Miami Heat se hizo con el factor cancha con una lección táctica de Erik Spoelstra en el segundo partido de las Finales
Tras un primer partido en el que los Nuggets pasaron por encima de su rival, los Heat consiguieron resarcise en un segundo partido planteado a la perfección por el técnico de Miami. Con la primera victoria local, mucha gente creía que Denver se haría con el anillo por la vía rápida. Pero nada más lejos de la realidad, unas Finales de la NBA no se ganan en el Game 1, y menos ante estos Heat.
Jokić forzado a anotar
El ajuste que más ha dado que hablar tras el segundo partido de las Finales ha sido la defensa de Miami Heat contra Nikola Jokić. A simple vista, puede parecer que la estrella de los Nuggets hizo lo que quiso ante los de Miami, pero para nada fue así. La gran táctica de Spoelstra surtió el efecto buscado: no permitir asistir a Jokić y hacer que se jugase él las canastas de su equipo. Sus números hablan por sí solos, 41 puntos y solo 4 asistencias del gigante serbio en este Game 2, frente a los 26 puntos y 14 asistencias en el primer partido.
La estrategia de Miami consiguó dejar al dos veces MVP de la NBA en menos de 5 asistencias por cuarta vez en toda la temporada. Esto desencadenó que Aaron Gordon, Michael Porter Jr y Caldwell–Pope sumaran tan solo 23 puntos entre los tres.
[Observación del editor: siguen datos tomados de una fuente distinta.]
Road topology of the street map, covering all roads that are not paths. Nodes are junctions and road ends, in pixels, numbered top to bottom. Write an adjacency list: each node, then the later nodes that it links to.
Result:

Y es que, en los 21 partidos en los que Jokić ha anotado más de 40 puntos en su carrera, Denver tiene un récord de 13-8 (0-3 en estos playoffs). En cambio, cada vez que ha dado 12 o más asistencias en un mismo partido esta temporada, los Nuggets se convierten en una apisonadora, con un 23-1 bajo dichas circunstancias.
Las últimas dos respuestas de Erik Spoelstra en la conferencia de prensa del domingo son para sentarse y escuchar atentamente. Sobre sus ajustes y qué hacer ante una superestrella como Nikola Jokic. pic.twitter.com/PLu28fSdoL
— Ritmo NBA (@RitmoNba) June 6, 2023
Kevin Love, clave en defensa
Tras la gran actuación de Aaron Gordon en el primer partido de la serie, Spoelstra actuó. El dos veces finalista del concurso de mates consiguió dominar sin apenas oposición la pintura en el Game 1, con 16 puntos y 6 rebotes. Estaba claro que a Miami le faltaban centímetros en defensa, por lo que el técnico de los Heat se vio obligado a subir el listón para este segundo partido. Su apuesta fue Kevin Love, que no jugaba desde el Game 5 ante los Celtics, a pesar de su gran experiencia en playoffs.
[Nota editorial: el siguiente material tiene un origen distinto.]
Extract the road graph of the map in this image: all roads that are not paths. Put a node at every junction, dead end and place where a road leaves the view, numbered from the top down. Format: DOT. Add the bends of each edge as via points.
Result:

Con su entrada en la cancha, se produjo un reajuste que aportaba mayor seguridad a la defensa de los Heat. Gracias a él, Butler y Adebayo se encargaban personalmente de Murray y Jokić, y Love se emparejaba con Gordon. Además, la solidez defensiva a la que contribuyó el veterano ala-pívot secó también a Kentavious y Porter Jr, que no eran ni la sombra de lo que fueron en el primer partido de las Finales.
Un ataque potenciado
Desde los primeros minutos de partido, se pudo apreciar una importante mejora en los tiros de campo de Miami. Struss fue quien empezó a castigar a los locales desde la línea de tres, con cuatro triples en los primeros compases del partido. A partir de ahí, cogió el testigo Gabe Vincent, convirtiéndose el máximo anotador de los Heat, con 23 puntos. Tras un segundo cuarto en el que el banquillo de Denver consiguió una racha importante para alejarse en el marcador, el base de Miami y Bam Adebayo mantenían al equipo en el partido.
Entonces llegó el último cuarto, donde entraron todos los tiros fallados en el Game 1. Liderados por Duncan Robinson, los Heat tomaron la delantera en el marcador. El «55» anotó en el momento más importante los 10 puntos con los que terminó el partido, con 4/5 tiros de campo y 2/3 triples. Además, también aparecieron Kyle Lowry y Jimmy Butler en el «clutch» para terminar de conquistar el Ball Arena y volver a casa con ventaja.